BY: JESSICA BEUKER
On the outskirts of Paris sits a house with a psychedelic caravan parked outside. Lush gardens line the perimeter and the inside has a design so surreal it must have been dreamt up by the severely mercury-poisoned Mad Hatter. But this home belongs to a different type of madness. And you don’t need to fall down a rabbit hole to get there. Drifting down an idyllic river on a rickety, iron bed, a white-haired man with a yellow raincoat and a big, bright red nose is at ease in the role he was born to play – a clown.
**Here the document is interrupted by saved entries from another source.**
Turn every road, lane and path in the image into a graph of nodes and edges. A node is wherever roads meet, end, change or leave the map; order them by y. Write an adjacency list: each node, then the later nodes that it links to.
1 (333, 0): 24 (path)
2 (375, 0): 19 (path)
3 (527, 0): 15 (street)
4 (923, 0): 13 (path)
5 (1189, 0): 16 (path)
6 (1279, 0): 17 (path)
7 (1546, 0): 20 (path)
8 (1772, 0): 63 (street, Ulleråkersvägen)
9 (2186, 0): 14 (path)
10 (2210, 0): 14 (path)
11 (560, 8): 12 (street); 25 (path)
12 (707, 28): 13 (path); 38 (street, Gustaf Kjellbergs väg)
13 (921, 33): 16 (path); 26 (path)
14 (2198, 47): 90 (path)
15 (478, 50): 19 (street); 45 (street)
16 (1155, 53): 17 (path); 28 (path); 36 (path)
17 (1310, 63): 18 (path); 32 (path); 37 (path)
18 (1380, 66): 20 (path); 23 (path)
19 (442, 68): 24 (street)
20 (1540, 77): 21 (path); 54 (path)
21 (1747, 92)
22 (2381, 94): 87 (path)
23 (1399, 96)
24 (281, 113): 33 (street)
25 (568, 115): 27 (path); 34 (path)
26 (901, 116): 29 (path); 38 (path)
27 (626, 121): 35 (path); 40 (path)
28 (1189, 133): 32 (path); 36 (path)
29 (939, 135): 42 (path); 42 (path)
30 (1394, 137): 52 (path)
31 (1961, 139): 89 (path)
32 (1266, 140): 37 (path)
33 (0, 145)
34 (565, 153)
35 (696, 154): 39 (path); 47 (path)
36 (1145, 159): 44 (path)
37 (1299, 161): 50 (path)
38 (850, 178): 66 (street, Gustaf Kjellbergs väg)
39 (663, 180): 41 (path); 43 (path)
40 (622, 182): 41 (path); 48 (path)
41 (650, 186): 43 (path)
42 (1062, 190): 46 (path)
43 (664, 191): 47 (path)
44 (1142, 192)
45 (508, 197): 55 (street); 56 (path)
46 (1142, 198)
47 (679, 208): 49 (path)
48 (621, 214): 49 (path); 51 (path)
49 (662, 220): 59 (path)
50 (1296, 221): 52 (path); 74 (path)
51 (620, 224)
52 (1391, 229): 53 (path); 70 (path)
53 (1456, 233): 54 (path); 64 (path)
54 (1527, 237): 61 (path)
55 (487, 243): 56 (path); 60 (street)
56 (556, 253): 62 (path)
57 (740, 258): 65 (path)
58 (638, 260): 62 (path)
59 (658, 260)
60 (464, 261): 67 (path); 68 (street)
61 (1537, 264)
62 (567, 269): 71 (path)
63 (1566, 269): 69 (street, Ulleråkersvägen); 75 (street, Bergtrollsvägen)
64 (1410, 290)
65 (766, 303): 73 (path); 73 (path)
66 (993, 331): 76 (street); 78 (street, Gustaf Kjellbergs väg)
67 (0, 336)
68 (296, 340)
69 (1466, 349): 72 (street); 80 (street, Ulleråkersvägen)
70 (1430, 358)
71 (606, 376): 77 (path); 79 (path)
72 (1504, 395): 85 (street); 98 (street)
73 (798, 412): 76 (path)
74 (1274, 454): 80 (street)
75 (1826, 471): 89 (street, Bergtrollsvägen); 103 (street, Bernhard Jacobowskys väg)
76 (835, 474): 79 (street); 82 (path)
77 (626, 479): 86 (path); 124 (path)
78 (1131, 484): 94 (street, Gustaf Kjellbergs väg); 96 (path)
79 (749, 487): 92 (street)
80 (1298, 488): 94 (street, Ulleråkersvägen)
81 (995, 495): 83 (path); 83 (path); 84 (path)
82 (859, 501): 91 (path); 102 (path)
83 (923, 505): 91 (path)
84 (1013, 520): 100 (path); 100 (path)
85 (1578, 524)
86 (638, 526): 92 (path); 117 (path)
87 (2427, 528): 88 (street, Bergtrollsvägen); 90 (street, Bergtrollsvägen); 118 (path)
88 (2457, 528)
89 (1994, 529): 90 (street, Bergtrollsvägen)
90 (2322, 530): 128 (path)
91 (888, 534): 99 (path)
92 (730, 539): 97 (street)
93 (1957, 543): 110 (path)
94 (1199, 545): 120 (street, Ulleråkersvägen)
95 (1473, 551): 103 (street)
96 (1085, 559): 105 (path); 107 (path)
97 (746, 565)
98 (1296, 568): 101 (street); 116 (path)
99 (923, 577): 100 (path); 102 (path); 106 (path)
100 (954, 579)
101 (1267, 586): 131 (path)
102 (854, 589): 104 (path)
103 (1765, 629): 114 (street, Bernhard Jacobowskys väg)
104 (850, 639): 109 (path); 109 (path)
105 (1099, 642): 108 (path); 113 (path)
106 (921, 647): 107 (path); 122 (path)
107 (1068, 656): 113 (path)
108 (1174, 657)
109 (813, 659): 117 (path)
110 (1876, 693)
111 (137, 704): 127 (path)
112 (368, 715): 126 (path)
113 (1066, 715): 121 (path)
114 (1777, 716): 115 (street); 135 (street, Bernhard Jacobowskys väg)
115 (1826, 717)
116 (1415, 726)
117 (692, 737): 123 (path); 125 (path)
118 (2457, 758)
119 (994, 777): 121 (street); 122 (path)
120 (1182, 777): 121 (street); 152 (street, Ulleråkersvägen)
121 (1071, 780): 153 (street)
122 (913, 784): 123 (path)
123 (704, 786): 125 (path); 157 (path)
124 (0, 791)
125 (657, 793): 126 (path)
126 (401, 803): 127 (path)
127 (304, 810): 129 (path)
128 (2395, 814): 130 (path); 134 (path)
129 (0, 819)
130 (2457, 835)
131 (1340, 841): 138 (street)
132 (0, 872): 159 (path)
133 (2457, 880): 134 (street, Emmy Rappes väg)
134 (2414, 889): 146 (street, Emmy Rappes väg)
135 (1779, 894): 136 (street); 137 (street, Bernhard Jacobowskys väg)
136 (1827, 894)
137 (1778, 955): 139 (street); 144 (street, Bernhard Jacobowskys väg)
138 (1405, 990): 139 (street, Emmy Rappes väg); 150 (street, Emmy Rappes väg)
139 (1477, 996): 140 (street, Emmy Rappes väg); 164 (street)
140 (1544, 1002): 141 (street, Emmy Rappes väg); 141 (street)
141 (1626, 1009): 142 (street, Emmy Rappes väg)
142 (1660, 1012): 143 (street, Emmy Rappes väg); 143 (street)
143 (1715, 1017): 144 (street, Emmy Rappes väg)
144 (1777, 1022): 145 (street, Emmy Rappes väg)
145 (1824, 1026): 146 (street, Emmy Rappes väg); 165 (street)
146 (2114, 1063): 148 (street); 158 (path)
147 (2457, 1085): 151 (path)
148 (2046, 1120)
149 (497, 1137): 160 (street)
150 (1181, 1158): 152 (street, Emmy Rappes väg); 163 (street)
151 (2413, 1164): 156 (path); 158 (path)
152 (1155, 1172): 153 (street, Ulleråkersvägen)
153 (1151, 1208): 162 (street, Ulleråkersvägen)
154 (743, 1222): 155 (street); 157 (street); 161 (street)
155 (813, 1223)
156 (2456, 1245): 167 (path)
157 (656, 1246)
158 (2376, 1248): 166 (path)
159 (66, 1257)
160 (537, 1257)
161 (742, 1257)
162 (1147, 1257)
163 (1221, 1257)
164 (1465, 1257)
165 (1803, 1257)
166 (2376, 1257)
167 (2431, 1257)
Sixty-five-year-old Russian clown, Slava Polunin began his incredible career over four decades ago. According to CNN, what started out as a fascination developed into a probable career path for Polunin after he watched Charlie Chaplin in The Kid. A child at the time, he went to school in his father’s hat, boots and cane – emulating Chaplin, he made the other kids laugh all day.
Polunin became very fascinated with the way movement could convey so much emotion. He studied dances from around the world and he would imitate everything from Disney characters to kids, insane people, drunks, and animals stating, “these movements are not limited by intellect.” Polunin described his inspirations in an interview with CNN: “The perfect example is to see a child playing on a playground, or running around a forest — this is how humankind used to be originally – genuine and excited. These movements evoke a desire to follow.”
Polunin’s career has been filled with many highs including performing on state television throughout the 1970s and 1980s. It was there that he would mock authorities – making parodies out of communist restrictions – and get away with it. Because no actual words were being used, Polunin could convey important messages without actually saying them. Later in his career he created the “Academy of Fools,” an international organization uniting clowns, and “Caravan of the World,” a travelling theatre. Today, Polunin is one of the most notable clowns in the business – performing in 50 countries across the world.
But Polunin is not your average over-the-top circus clown. He puts a lot of thought into all of his actions, stating to CNN: “Today my perception of clowning is that you should be able to move just one centimeter and get a reaction from the audience as if you moved an entire mountain.” He also changes his routines based on the different countries he visits, noting that each culture has a different sense of movement and humour.
In all areas of his life, Polunin keeps the creativity and fun alive. According to Messy Nessy Chic, he even hosts visitors at his Dali-meets-Disney wonderland. And the list of oddities – including five kaleidoscopic gardens, book trees, walls you can walk through, flower beds you can sleep in, staircases that melt into the walls, giants living in trees, a giant egg house, horses with pink wings, and a Buddhist temple – is enough to make your head spin.
Polunin is going to be featured in an upcoming documentary, “Secrets of Snow – Slava’s Journey,” which will surely be a majestic and hypnotically visual ride.